Ancien vaisseau de ligne, le perroquet de fougue sur le mât.
On a dit de la France qu'elle était assez riche pour payer sa gloire. Il est encore plus vrai de dire qu'elle peut être assez riche, assez résolue, pour se faire respecter.
Cherbourg étant l'un des ports d'attache des vaisseaux cuirassés, il est rare que la rade n'offre pas le spectacle d'une de ces prodigieuses masses flottantes qui, par leurs proportions, ressemblent à des îlots. Près d'eux, les frégates même paraissent s'abîmer dans les flots, et les chaloupes ne sont plus que des points imperceptibles.

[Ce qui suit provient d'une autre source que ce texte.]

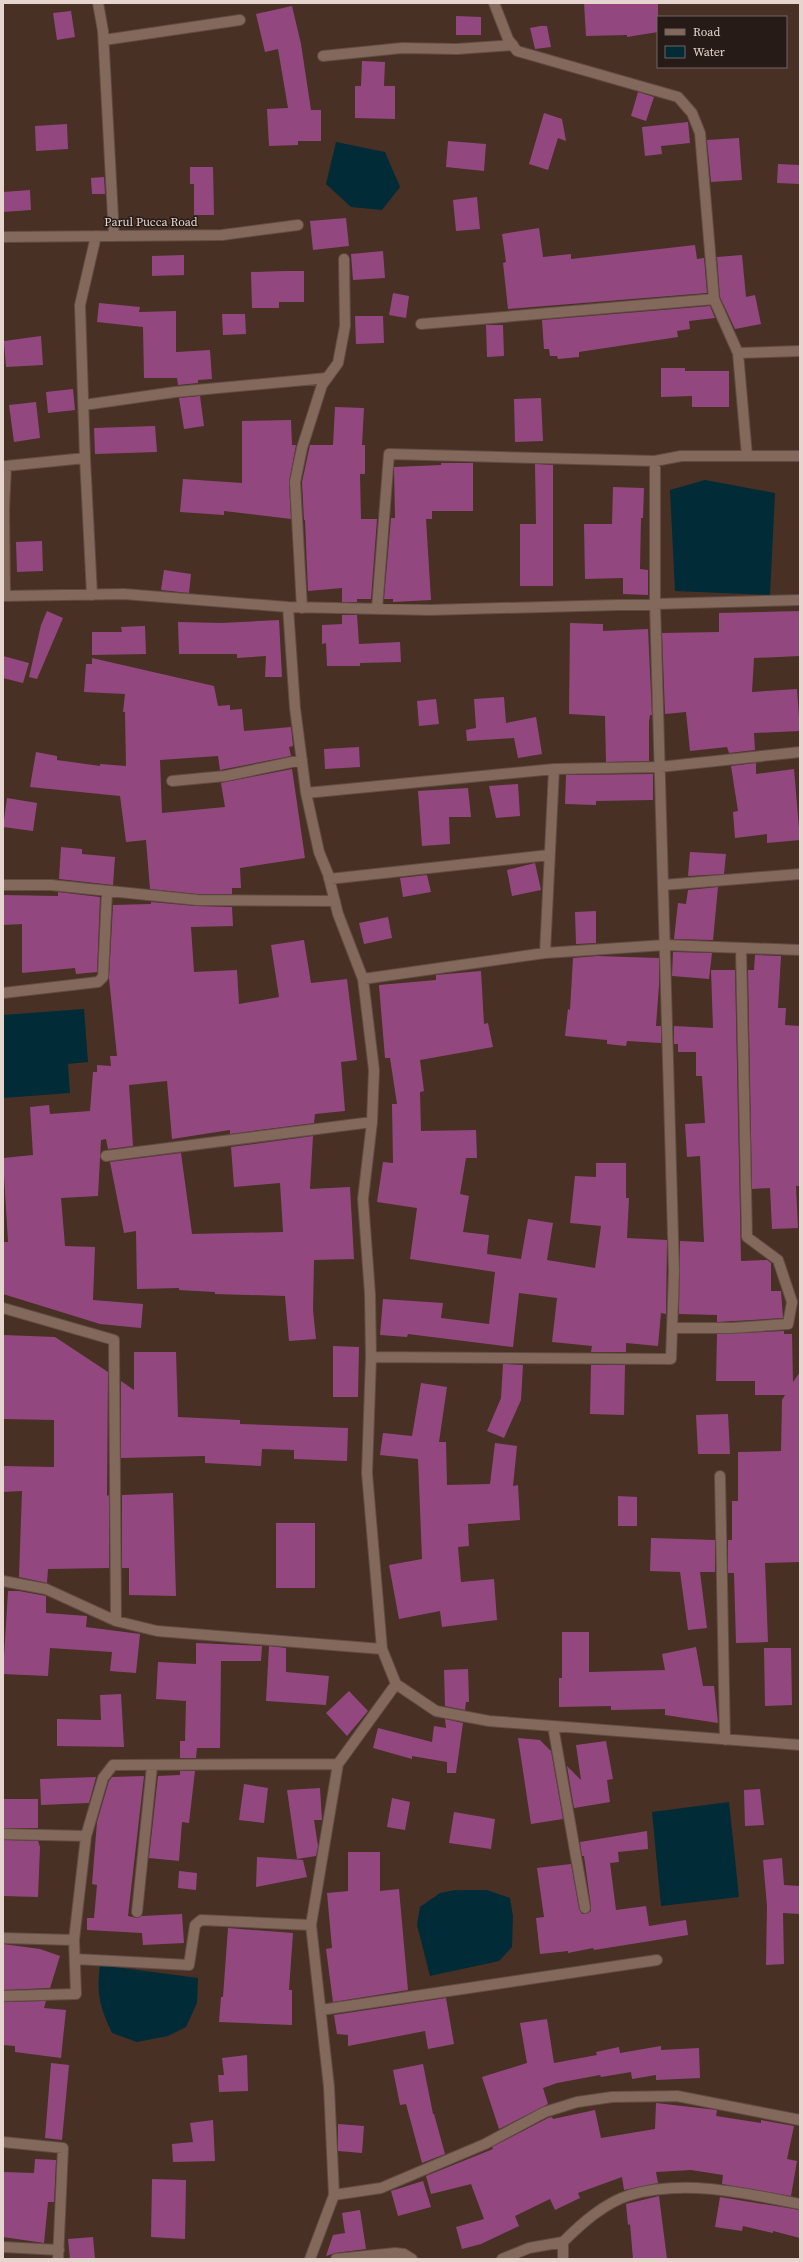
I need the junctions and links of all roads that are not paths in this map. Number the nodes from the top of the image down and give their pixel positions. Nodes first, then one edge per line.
1 (98, 3) edge
2 (494, 3) edge
3 (240, 20) dead end
4 (104, 40) junction
5 (513, 45) junction
6 (323, 56) dead end
7 (298, 225) dead end
8 (96, 236) junction
9 (114, 236) junction
10 (3, 237) edge
11 (344, 259) dead end
12 (714, 299) junction
13 (421, 324) dead end
14 (800, 351) edge
15 (738, 353) junction
16 (327, 378) junction
17 (84, 405) junction
18 (747, 456) junction
19 (800, 456) edge
20 (85, 458) junction
21 (655, 461) junction
22 (92, 595) junction
23 (4, 596) edge
24 (800, 600) edge
25 (655, 604) junction
26 (288, 607) junction
27 (302, 608) junction
28 (377, 609) junction
29 (800, 752) edge
30 (302, 760) junction
31 (660, 768) junction
32 (554, 769) junction
33 (172, 781) dead end
34 (306, 793) junction
35 (549, 855) junction
36 (800, 874) edge
37 (329, 878) junction
38 (3, 884) edge
39 (663, 885) junction
40 (107, 891) junction
41 (335, 901) junction
42 (665, 945) junction
43 (741, 948) junction
44 (800, 950) edge
45 (545, 953) junction
46 (363, 979) junction
47 (3, 993) edge
48 (372, 1122) junction
49 (106, 1156) dead end
50 (3, 1308) edge
51 (672, 1328) junction
52 (371, 1357) junction
53 (720, 1476) dead end
54 (3, 1581) edge
55 (116, 1621) junction
56 (382, 1649) junction
57 (396, 1684) junction
58 (553, 1726) junction
59 (725, 1740) junction
60 (800, 1745) edge
61 (338, 1764) junction
62 (152, 1766) junction
63 (3, 1834) edge
64 (86, 1836) junction
65 (585, 1908) dead end
66 (137, 1912) dead end
67 (311, 1925) junction
68 (3, 1938) edge
69 (74, 1940) junction
70 (75, 1959) junction
71 (657, 1960) dead end
72 (3, 1996) edge
73 (321, 2010) junction
74 (800, 2120) edge
75 (3, 2142) edge
76 (334, 2195) junction
77 (800, 2204) edge
78 (563, 2242) junction
79 (3, 2247) edge
80 (59, 2254) edge
81 (310, 2259) edge
82 (336, 2259) edge
83 (412, 2259) edge
84 (502, 2259) edge
85 (563, 2259) edge

1 - 4 street
2 - 5 street
3 - 4 street
4 - 9 street
5 - 6 street
5 - 12 street
7 - 9 street, Parul Pucca Road
8 - 9 street, Parul Pucca Road
8 - 10 street, Parul Pucca Road
8 - 17 street
11 - 16 street
12 - 13 street
12 - 15 street
14 - 15 street
15 - 18 street
16 - 17 street
16 - 27 street
17 - 20 street
18 - 19 street
18 - 21 street
20 - 22 street
20 - 23 street
21 - 25 street
21 - 28 street
22 - 23 street
22 - 26 street
24 - 25 street
25 - 28 street
25 - 31 street
26 - 27 street
26 - 30 street
27 - 28 street
29 - 31 street
30 - 33 street
30 - 34 street
31 - 32 street
31 - 39 street
32 - 34 street
32 - 35 street
34 - 37 street
35 - 37 street
35 - 45 street
36 - 39 street
37 - 41 street
38 - 40 street
39 - 42 street
40 - 41 street
40 - 47 street
41 - 46 street
42 - 43 street
42 - 45 street
42 - 51 street
43 - 44 street
43 - 51 street
45 - 46 street
46 - 48 street
48 - 49 street
48 - 52 street
50 - 55 street
51 - 52 street
52 - 56 street
53 - 59 street
54 - 55 street
55 - 56 street
56 - 57 street
57 - 58 street
57 - 61 street
58 - 59 street
58 - 65 street
59 - 60 street
61 - 62 street
61 - 67 street
62 - 64 street
62 - 66 street
63 - 64 street
64 - 69 street
67 - 70 street
67 - 73 street
68 - 69 street
69 - 70 street
70 - 72 street
71 - 73 street
73 - 76 street
74 - 76 street
75 - 80 street
76 - 81 street
77 - 78 street
78 - 84 street
78 - 85 street
79 - 80 street
82 - 83 street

Ils sont dignes, au reste, du paysage entourant la rade, paysage vraiment imposant avec ses belles montagnes qui, du côté de l'est, se profilent jusqu'à la pointe de Gatteville-Barfleur, et, du côté de l'ouest, jusqu'au cap de la Hague ou de la Hogue[52].
[52] Il ne faut pas confondre ce cap avec la rade de la Hougue, que nous avons déjà visitée: cette dernière se trouvant entre Carentan et Barfleur.
C'est, justement, dans la profonde échancrure existant au milieu de la ligne maritime contenue entre les deux pointes, que Cherbourg a été fondé.
Creusé en plein roc, le fond du port a fourni une grande partie des matériaux de la digue qui, elle-même, ferme artificiellement les mille hectares de la rade.
Les grands cuirassés peuvent occuper jusqu'à près du tiers de cette surface, et l'on améliorera encore les endroits rendus inaccessibles par des rochers sous-marins.